Was gibt uns Mozart dafür musikalisch mit auf den Weg?

Kirill Serebrennikov Ich meine zu spüren, dass Fiordiligi Mozarts Lieblings- figur war. Mozart bemüht eine Vielfalt an verschiedenen musikalischen Richtungen und Stilen und diese Figur in ihrer emotionalen Breite erlebbar zu machen. Ich glaube, man kann sagen, dass Mozart einer der ersten Feministen im musikalischen Sinne ist. Grundsätzlich hat Mozart eine zärtliche Beziehung zur Menschheit als Ganzes, er ist ein großer Humanist, aber er scheint mir Frauen noch höher zu schätzen. In gewisser Weise ist Così fan tutte, was das angeht, tatsächlich ein bisschen altmodisch. Es geht darin um die Liebe von Männern zu Frauen. Aber das ist nichts Schlechtes, solange man versucht, es sorgfältig mit zeitgenössischen Perspektiven zu konfrontieren und mit aktuellen ästhetischen Strategien inszeniert.
Szene aus Così fan tutte
An manchen Stellen wirkt das Werk dann auch wieder ganz und gar nicht traditionell. Das vermeintliche Happy End scheint, selbst in der Tradition des »lieto fine«, mehr offen als »happy« ...

Kirill Serebrennikov Natürlich, denn es geht schlussendlich um junge Menschen, die auf die harte Wirklichkeit treffen und verstehen, dass alles verdammt komplex ist. Das Leben ist komplex, Beziehungen sind komplex, Menschsein ist komplex. Es gibt keine einfachen Antworten auf schwierige Fragen. Mozart zeigt uns am Anfang Menschen, die sich mit allem sicher sind. Sie sind sich sicher, welche Position sie in der Welt einnehmen, sie meinen, alle Regeln und zwischenmenschliche Tatsachen zu durchschauen. Doch plötzlich ist gar nichts mehr davon sicher und es wird klar, dass alles im Leben seine andere Seite hat. Und das zeigt sich ihnen: Sie sind alle Anfänger:innen und müssen wieder von neuem beginnen.

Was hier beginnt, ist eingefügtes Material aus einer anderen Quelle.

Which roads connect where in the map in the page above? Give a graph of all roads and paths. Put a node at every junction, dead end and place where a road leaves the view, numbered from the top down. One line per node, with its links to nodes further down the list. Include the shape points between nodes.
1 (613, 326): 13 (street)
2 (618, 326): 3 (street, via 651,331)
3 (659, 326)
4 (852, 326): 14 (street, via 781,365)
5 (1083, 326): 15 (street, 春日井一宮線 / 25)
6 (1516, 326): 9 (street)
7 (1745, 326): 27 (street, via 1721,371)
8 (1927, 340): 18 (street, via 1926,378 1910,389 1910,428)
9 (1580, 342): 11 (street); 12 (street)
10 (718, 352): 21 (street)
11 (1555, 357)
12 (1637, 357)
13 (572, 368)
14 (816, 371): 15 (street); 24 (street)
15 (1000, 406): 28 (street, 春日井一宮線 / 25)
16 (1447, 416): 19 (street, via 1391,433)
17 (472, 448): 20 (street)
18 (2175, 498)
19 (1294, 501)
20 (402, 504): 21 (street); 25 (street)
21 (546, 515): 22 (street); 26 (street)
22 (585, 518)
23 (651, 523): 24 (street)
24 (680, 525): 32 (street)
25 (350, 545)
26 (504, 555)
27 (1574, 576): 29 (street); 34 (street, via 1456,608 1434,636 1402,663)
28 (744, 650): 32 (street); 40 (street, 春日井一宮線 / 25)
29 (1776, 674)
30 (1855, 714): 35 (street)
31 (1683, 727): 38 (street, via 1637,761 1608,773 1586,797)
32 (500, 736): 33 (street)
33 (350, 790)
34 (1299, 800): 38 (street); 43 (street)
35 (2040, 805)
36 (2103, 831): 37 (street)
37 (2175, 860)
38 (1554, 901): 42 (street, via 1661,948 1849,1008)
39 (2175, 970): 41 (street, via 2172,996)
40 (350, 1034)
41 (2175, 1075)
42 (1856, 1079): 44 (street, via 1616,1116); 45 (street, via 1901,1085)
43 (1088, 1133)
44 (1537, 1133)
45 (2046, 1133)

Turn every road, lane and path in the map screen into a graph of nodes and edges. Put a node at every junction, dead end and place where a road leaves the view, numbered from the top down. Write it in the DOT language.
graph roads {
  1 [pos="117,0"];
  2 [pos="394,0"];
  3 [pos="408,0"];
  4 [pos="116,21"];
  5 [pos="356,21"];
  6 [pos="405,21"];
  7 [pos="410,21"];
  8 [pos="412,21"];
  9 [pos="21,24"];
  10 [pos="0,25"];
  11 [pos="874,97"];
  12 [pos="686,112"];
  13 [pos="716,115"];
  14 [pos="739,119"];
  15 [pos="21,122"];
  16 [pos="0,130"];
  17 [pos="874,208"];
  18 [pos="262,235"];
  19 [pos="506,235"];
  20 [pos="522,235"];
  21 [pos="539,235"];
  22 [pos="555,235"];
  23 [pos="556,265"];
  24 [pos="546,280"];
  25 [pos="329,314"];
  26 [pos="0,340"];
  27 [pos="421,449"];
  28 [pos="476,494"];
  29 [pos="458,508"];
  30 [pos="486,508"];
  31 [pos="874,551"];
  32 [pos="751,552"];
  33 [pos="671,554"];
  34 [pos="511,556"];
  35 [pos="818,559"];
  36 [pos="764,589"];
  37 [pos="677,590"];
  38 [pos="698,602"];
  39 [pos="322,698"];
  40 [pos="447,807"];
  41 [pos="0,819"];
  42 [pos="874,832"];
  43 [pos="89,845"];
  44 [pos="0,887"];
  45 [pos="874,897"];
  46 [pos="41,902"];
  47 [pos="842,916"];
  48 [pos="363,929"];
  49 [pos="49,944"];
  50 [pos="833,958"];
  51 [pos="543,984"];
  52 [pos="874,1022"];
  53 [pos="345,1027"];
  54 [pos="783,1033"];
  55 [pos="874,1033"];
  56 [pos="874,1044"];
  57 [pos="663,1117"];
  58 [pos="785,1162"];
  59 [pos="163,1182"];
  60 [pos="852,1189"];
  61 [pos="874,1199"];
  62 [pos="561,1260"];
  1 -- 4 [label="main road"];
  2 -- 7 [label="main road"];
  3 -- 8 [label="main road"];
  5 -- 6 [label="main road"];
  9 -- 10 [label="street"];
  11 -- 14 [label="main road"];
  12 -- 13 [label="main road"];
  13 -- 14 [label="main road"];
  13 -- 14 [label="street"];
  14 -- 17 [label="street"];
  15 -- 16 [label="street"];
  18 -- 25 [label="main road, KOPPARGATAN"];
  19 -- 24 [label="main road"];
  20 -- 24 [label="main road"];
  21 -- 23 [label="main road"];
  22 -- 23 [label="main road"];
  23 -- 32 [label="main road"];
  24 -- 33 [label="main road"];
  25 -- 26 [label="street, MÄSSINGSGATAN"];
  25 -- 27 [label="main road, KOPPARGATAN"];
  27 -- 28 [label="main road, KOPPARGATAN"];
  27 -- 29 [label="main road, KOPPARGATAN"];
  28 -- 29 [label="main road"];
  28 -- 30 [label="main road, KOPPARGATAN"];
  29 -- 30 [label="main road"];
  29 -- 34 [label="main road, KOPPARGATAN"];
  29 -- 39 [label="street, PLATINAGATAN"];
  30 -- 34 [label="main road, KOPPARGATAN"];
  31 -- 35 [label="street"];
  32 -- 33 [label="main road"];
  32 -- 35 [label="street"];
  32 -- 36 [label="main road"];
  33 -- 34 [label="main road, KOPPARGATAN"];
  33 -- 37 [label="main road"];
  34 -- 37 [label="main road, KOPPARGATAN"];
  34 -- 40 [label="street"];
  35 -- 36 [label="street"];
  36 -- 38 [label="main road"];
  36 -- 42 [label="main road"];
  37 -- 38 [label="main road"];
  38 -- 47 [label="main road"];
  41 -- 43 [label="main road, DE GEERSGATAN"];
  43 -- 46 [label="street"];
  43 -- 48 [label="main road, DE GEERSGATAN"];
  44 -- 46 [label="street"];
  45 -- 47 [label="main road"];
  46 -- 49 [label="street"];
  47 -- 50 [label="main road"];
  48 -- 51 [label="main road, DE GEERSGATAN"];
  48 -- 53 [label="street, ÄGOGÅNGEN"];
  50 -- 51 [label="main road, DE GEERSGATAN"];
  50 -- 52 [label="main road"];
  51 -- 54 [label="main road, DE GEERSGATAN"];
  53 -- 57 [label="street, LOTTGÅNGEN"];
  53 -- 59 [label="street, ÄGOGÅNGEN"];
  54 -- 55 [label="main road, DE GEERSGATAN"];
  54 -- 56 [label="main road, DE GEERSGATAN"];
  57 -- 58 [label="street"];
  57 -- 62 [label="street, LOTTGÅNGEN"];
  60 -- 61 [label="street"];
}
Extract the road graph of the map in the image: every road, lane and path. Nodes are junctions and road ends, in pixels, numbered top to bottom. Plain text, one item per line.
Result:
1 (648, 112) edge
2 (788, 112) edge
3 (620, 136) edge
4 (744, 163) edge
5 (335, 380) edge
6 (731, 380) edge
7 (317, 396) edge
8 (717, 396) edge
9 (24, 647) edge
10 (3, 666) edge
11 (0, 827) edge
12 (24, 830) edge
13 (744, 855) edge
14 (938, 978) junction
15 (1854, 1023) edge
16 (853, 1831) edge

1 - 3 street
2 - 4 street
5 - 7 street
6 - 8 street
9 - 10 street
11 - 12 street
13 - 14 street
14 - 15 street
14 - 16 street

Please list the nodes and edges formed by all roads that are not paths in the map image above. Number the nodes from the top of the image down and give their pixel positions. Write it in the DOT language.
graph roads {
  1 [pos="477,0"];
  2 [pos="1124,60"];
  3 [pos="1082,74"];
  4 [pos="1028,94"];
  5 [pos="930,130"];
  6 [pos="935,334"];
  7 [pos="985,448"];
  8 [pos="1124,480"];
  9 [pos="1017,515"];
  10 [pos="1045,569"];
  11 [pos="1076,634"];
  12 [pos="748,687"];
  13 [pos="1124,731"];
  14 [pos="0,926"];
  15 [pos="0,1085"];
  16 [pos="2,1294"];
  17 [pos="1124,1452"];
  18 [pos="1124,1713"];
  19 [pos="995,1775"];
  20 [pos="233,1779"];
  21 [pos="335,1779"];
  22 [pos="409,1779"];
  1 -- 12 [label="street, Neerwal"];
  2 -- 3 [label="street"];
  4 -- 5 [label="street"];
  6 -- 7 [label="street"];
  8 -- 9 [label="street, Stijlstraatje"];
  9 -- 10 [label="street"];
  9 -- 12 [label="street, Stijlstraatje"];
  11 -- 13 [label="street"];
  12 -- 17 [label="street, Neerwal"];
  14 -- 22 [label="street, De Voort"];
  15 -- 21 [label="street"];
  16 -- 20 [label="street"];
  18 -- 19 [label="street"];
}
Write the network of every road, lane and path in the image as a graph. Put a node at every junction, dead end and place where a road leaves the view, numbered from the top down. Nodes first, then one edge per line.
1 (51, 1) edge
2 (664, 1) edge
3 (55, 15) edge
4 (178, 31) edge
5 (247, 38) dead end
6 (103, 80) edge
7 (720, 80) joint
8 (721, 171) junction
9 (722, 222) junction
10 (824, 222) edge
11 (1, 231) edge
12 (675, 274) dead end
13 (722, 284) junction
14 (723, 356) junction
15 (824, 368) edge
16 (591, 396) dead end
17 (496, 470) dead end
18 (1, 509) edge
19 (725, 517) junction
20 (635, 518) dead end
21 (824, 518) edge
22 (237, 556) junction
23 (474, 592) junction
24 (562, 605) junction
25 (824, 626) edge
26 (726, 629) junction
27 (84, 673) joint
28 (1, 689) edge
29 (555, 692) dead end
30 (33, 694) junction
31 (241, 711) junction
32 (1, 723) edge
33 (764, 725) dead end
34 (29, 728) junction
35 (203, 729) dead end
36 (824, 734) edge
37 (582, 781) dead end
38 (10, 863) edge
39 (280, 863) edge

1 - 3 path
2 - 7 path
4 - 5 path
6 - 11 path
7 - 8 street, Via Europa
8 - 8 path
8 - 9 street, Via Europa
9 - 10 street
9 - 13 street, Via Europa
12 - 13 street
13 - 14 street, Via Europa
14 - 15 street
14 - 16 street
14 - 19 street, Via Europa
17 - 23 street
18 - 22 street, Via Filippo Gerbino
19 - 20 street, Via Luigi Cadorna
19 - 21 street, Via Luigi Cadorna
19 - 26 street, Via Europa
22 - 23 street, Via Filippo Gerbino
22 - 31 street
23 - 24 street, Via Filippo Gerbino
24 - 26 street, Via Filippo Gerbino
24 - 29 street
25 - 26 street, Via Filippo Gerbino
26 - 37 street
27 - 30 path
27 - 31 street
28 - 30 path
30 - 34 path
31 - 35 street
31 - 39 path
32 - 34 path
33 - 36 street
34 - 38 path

Schon zu Mozarts Zeiten galt das Stück als frivol und anzüglich. Wie entsteht sowas eigentlich auf der Bühne?

Kirill Serebrennikov Ganz ehrlich? Mozart ist einfach von selbst ziemlich sexy. Ich finde, seine Musik ist voll von Leidenschaft und Gefühlen. Sie ist ganz anders als Musik, die ihre Attraktivität und Schönheit aus der Möglichkeit kühler Distanz entwickelt und wie ein Designerstück vor uns steht. Bei Mozart ist es nicht möglich, außen vor zu bleiben. Diese Musik zieht uns in das Geschehen des Stücks und man findet sich sofort in dieser seltsamen Welt der beiden Pärchen wieder. Ich glaube, diese Form der Attraktivität hat damit zu tun, dass Mozart uns einen großen Reichtum an Details menschlichen Verhaltens vor Augen führt. Diese Figuren sehen nicht primitiv aus. Sie sind keine Opernklischees, sondern hoch komplex. Wenn man sich darauf einlässt, stößt man als Zuschauer:in auf die größten Schätze.